____ Available data

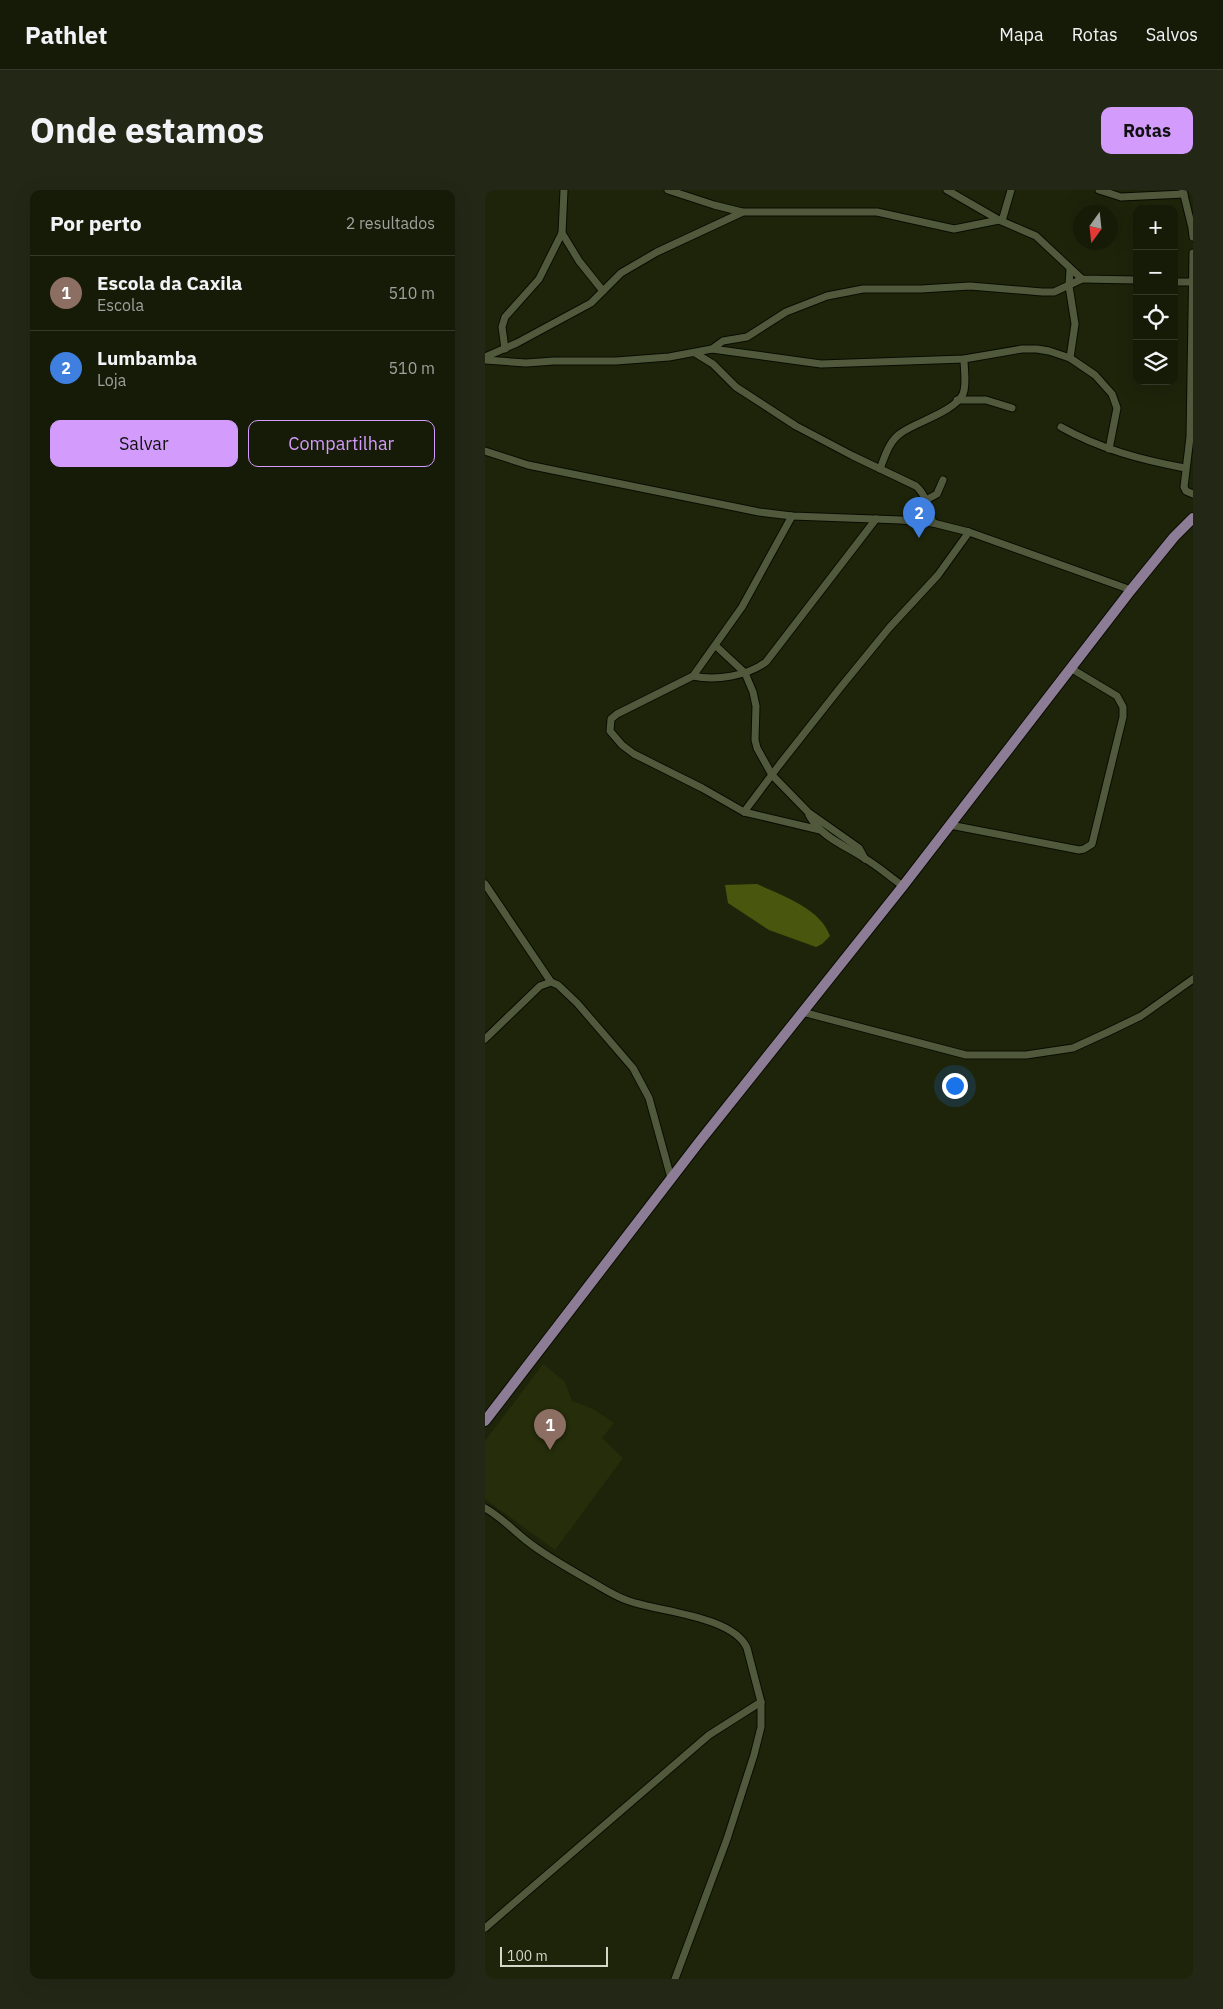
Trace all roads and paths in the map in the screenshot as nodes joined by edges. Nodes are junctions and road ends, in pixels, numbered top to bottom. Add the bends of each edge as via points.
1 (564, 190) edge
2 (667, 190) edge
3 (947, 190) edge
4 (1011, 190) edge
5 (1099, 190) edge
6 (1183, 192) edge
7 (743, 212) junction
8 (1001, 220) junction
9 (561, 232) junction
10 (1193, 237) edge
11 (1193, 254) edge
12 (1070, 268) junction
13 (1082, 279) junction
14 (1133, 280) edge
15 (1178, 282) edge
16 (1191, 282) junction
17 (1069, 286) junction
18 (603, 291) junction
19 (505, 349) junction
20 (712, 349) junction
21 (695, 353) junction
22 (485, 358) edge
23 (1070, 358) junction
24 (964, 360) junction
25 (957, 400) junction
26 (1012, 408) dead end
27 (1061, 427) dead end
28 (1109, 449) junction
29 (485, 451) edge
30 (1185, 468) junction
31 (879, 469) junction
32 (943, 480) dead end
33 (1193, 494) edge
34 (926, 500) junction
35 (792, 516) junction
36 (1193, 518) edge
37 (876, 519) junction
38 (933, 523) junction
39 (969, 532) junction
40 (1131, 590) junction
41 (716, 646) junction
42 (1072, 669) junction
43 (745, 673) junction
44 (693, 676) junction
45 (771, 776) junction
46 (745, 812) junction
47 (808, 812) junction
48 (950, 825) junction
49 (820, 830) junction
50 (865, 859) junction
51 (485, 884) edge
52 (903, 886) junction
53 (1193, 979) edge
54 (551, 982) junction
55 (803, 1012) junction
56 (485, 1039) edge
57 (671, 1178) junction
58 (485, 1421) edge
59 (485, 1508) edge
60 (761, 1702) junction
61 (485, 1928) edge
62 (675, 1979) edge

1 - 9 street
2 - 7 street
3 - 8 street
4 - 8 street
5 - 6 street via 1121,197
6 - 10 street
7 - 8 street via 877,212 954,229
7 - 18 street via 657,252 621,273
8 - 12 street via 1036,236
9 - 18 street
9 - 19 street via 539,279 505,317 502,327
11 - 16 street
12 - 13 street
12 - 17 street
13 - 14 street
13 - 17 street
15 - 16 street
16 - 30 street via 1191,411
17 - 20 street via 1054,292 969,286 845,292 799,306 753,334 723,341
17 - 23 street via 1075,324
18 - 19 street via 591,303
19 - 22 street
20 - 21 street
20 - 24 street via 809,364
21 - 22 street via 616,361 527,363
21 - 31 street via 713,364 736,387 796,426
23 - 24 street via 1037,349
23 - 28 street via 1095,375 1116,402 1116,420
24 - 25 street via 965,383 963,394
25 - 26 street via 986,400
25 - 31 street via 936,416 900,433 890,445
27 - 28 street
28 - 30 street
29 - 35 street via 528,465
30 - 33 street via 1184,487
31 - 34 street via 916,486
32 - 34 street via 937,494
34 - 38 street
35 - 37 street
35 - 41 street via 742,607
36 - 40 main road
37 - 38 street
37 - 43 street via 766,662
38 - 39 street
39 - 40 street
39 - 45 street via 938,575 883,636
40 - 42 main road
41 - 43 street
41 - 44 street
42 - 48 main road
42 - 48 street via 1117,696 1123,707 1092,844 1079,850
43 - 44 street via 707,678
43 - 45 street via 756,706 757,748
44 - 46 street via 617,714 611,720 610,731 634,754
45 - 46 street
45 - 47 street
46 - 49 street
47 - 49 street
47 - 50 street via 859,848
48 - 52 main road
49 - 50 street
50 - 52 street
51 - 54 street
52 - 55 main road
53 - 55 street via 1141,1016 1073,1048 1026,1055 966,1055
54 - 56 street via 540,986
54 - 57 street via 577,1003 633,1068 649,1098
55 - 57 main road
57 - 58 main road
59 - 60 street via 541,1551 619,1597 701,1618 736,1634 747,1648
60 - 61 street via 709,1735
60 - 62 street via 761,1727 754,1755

________

What lines of the data include the word "dead"? Copy each of them.

26 (1012, 408) dead end
27 (1061, 427) dead end
32 (943, 480) dead end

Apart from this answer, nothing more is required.